In this particular case, I am trying to conserve as much space as possible in what would otherwise be a hash of arrays (HoA). Since I know inadvance exactly how many bytes total each array needs to be, I was hoping to use the equivalent of a C struct with pack/unpack resulting in a single hash. The trouble is that I need to include a reference and have it still work when it is unpacked.

As you can see, it is unlikely that this solution is a good fit to this problem. This doesn't mean it isn't worth pursuing since it is only an intermediate process. In fact, I doubt any process that converts a stringified reference back into a reference is very safe but the hunt for knowledge must go on. Does anyone know of a canned solution for this? In the chatterbox, tye indicated he believed there was an XS module but I couldn't find it. japhy is off working on one because it intrigued him as well.

While the problem outlined is my main focus at the moment, any memory saving/controlling techniques would be appreciated.

Cheers - L~R

Replies are listed 'Best First'.
Re: Techniques On Saving Memory
by BrowserUk (Patriarch) on Mar 09, 2005 at 18:55 UTC

    Take a look at Devel::Pointer. It has routines for unsmashing smashed references. It works, and I have used it to do something very similar to what you are attempting.

    One problem is that you also need to store the type of ref (scalar/array/hash/code) along with the smashed address. That screws the otherwise convenient 32-bit / element storage requirement making the math messier than it ought to be.

    The second is you also need to store unsmashed copies of the references so that perl will not GC the elements to which you are storing smashed refs.

    That duplication of storage negates much of the benefit, combined with the fact that you are now responsible for managing the memory instead of allowing Perl to take care of it, makes for a heavier and riskier module than might otherwise be the case.

    I have the germs of an idea for dealing with that also, but the tools are not available to me to implement it (yet).

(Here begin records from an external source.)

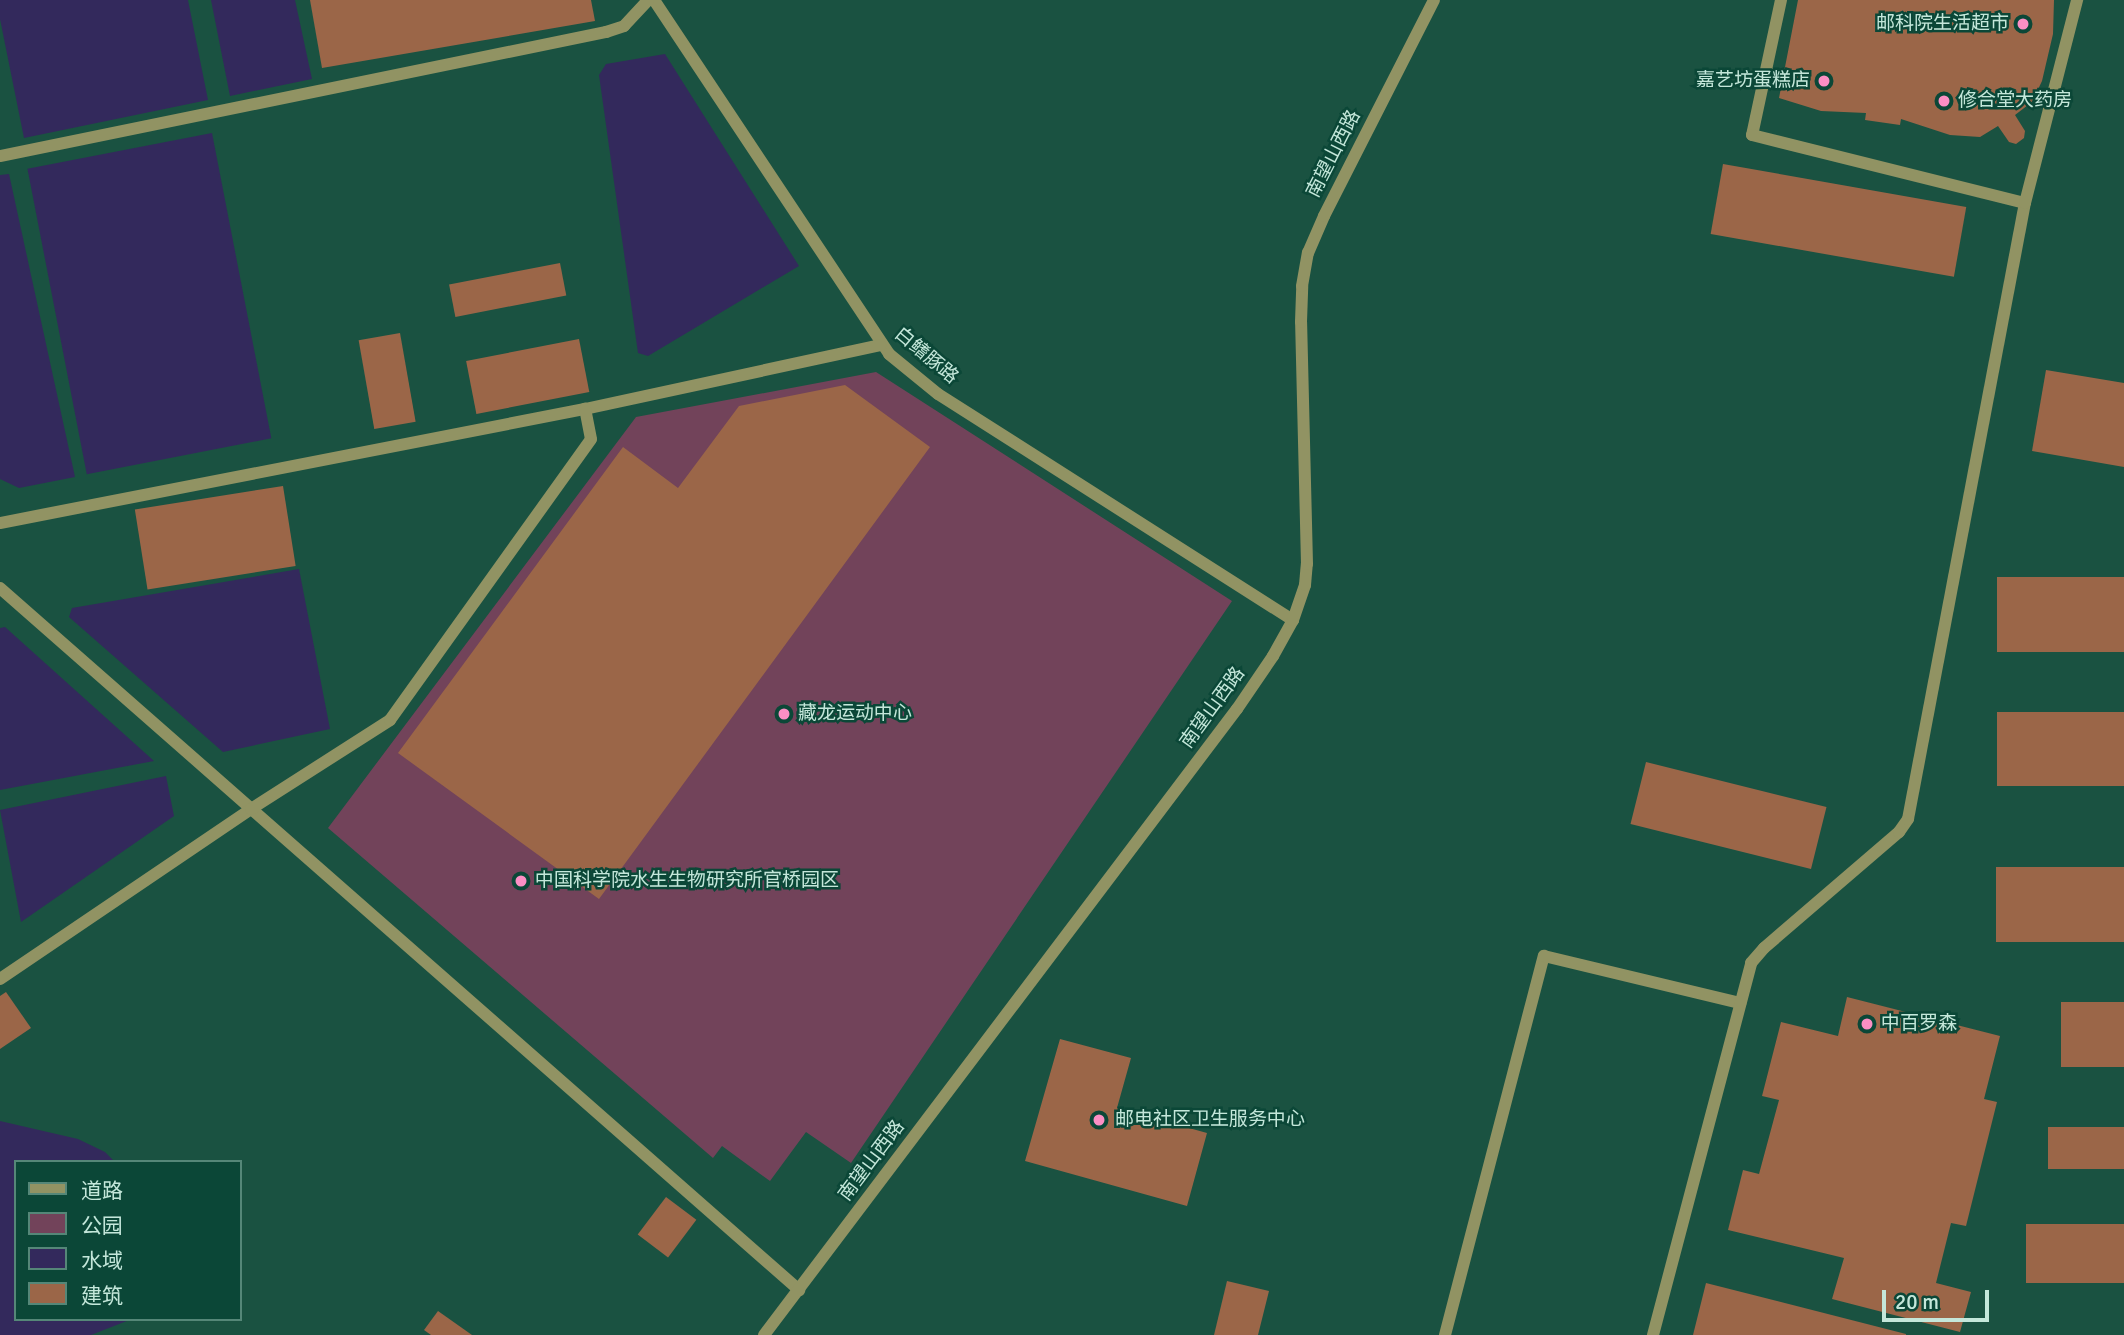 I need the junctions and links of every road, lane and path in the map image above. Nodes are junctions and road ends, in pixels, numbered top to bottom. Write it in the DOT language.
graph roads {
  1 [pos="648,0"];
  2 [pos="654,0"];
  3 [pos="1434,0"];
  4 [pos="1781,0"];
  5 [pos="2077,0"];
  6 [pos="0,156"];
  7 [pos="2025,204"];
  8 [pos="880,345"];
  9 [pos="585,409"];
  10 [pos="0,523"];
  11 [pos="0,588"];
  12 [pos="1293,620"];
  13 [pos="251,809"];
  14 [pos="0,979"];
  15 [pos="1740,1003"];
  16 [pos="799,1290"];
  17 [pos="764,1335"];
  18 [pos="1445,1335"];
  19 [pos="1653,1335"];
  1 -- 6 [label="street"];
  2 -- 8 [label="street, 白鳍豚路"];
  3 -- 12 [label="street, 南望山西路"];
  4 -- 7 [label="street"];
  5 -- 7 [label="street"];
  7 -- 15 [label="street"];
  8 -- 9 [label="street"];
  8 -- 12 [label="street, 白鳍豚路"];
  9 -- 10 [label="street"];
  9 -- 13 [label="street"];
  11 -- 13 [label="street"];
  12 -- 16 [label="street, 南望山西路"];
  13 -- 14 [label="street"];
  13 -- 16 [label="street"];
  15 -- 18 [label="street"];
  15 -- 19 [label="street"];
  16 -- 17 [label="street, 南望山西路"];
}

    Examine what is said, not who speaks.
    Silence betokens consent.
    Love the truth but pardon error.
      you also need to store unsmashed copies of the references so that perl will not GC the elements to which you are storing smashed refs

      Ooo, ouch. Good point.

      I think you will find, case after case, that by the time you're done "improving" a perl feature, you're going to have a solution that is as complex (in memory and time and code and shortcomings) as the perl implementation itself.

      --
      [ e d @ h a l l e y . c c ]

        I've been trying to get this idea right for almost two years now. On two occasions I've even reached the point where I thought I was ready to let code loose on the world, but then I discovered something which I wasn't able to handle without duplicating the references in a hash, which completely negates any benefit at all.

        As I said, I have the germ of a solution, but as I am entirely uncomfortable in using XS, or even XS modules in ways that move beyond their authors intent, it will remain just an idea until I can think of a way of proving it's safety.


        Examine what is said, not who speaks.
        Silence betokens consent.
        Love the truth but pardon error.
      BrowserUk,
      The second is you also need to store unsmashed copies of the references so that perl will not GC the elements to which you are storing smashed refs. That duplication of storage negates much of the benefit,...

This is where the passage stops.